→ **Aim of the task**: A verbatim reproduction of the lines below, from the line containing "middle mcp: (94, 441)" through the line containing "index mcp: (377, 372)", both ends included, is the whole required output.

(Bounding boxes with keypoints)
───

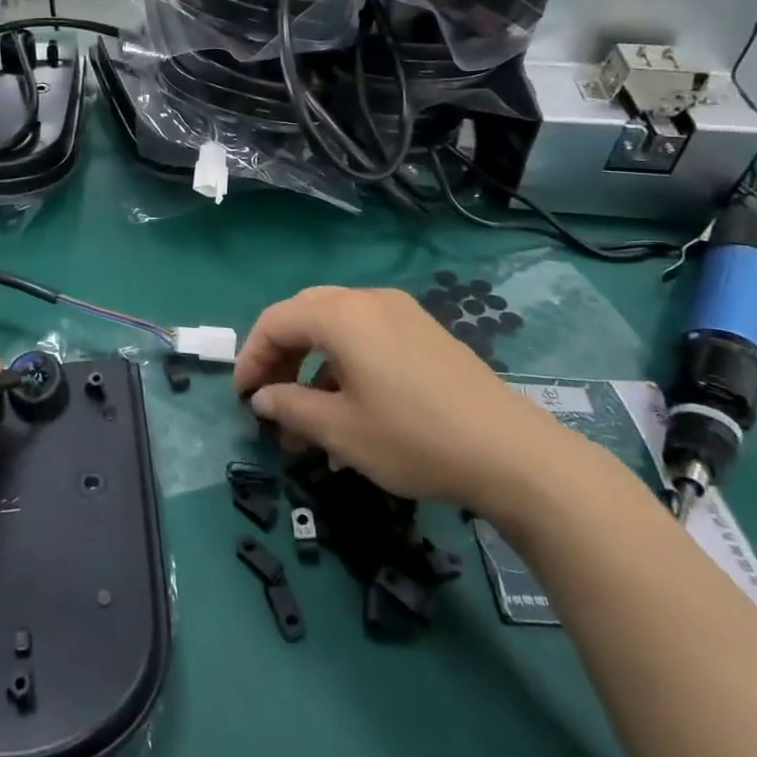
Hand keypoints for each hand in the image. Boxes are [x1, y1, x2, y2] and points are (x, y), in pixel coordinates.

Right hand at [232, 286, 582, 513]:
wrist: (513, 455)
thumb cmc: (413, 438)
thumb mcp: (340, 430)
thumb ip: (289, 407)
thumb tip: (263, 397)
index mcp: (342, 315)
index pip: (276, 321)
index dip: (251, 357)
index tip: (243, 398)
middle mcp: (369, 301)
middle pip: (304, 316)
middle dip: (280, 357)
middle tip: (270, 399)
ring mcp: (402, 314)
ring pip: (337, 328)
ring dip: (312, 367)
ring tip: (307, 421)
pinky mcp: (426, 334)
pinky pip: (368, 338)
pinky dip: (344, 366)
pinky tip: (348, 412)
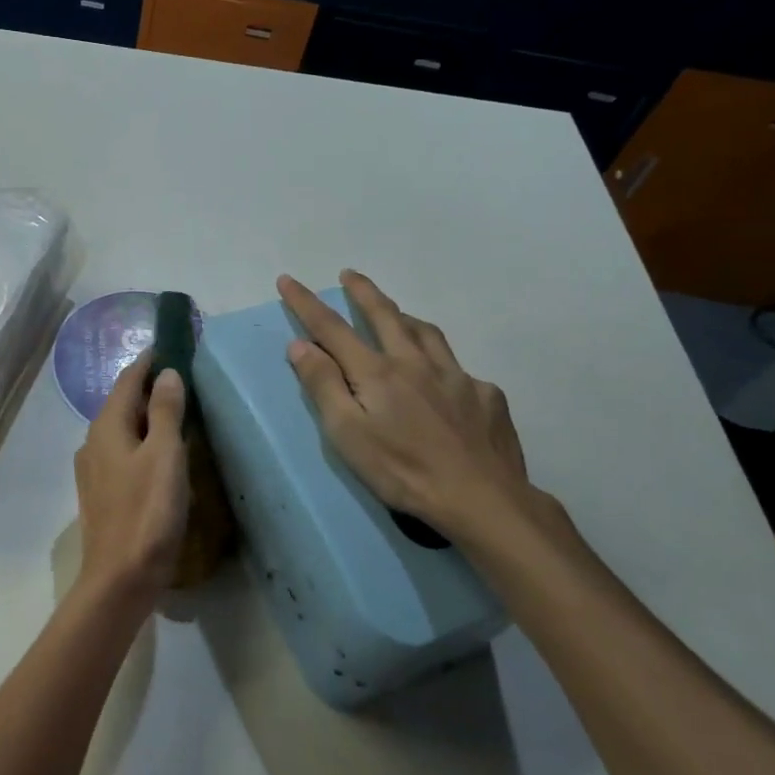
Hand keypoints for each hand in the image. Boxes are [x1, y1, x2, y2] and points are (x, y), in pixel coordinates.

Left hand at [74, 353, 189, 603]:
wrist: (120, 579)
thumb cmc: (147, 513)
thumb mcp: (165, 456)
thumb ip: (166, 411)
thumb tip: (166, 372)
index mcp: (107, 426)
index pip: (127, 379)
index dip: (149, 361)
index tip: (172, 346)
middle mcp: (94, 441)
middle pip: (122, 402)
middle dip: (149, 387)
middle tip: (183, 378)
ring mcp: (94, 468)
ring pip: (123, 428)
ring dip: (147, 415)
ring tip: (177, 411)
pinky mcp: (102, 492)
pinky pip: (123, 452)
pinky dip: (143, 441)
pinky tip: (161, 453)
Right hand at [277, 271, 547, 549]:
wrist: (483, 500)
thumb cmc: (403, 470)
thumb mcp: (347, 433)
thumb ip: (323, 385)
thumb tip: (300, 344)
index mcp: (377, 372)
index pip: (332, 328)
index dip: (306, 303)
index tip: (288, 280)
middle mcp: (416, 362)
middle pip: (385, 315)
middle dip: (363, 291)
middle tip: (349, 274)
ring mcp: (457, 377)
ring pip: (427, 334)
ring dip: (404, 317)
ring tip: (396, 314)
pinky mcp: (487, 396)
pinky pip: (459, 370)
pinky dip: (442, 365)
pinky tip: (445, 384)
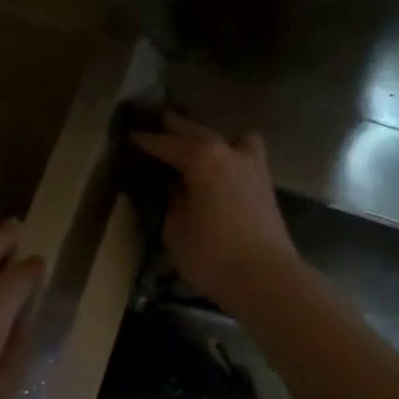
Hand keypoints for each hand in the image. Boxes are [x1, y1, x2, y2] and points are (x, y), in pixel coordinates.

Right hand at [131, 112, 298, 310]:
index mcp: (202, 159)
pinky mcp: (266, 186)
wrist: (266, 278)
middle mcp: (229, 153)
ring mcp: (253, 167)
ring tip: (200, 146)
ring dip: (214, 137)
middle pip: (198, 132)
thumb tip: (177, 189)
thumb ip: (173, 203)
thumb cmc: (212, 255)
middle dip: (177, 126)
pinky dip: (232, 156)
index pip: (167, 144)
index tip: (132, 134)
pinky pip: (245, 157)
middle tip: (159, 120)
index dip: (147, 140)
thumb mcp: (175, 230)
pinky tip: (223, 171)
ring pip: (233, 138)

───

→ **Answer section**:
middle mcp: (94, 441)
middle pip: (122, 402)
middle dip: (149, 387)
middle tip: (183, 378)
ring mcp: (94, 468)
ring pip: (123, 428)
ring dip: (147, 415)
ring tip: (177, 411)
pinky mcp: (102, 492)
pinky pip: (123, 452)
pinky dip: (143, 441)
pinky tip: (161, 453)
Right hand at [277, 271, 547, 549]:
wrist: (483, 500)
thumb cmc: (403, 470)
thumb mcp: (347, 433)
thumb ip: (323, 385)
thumb tip: (300, 344)
index mcp: (377, 372)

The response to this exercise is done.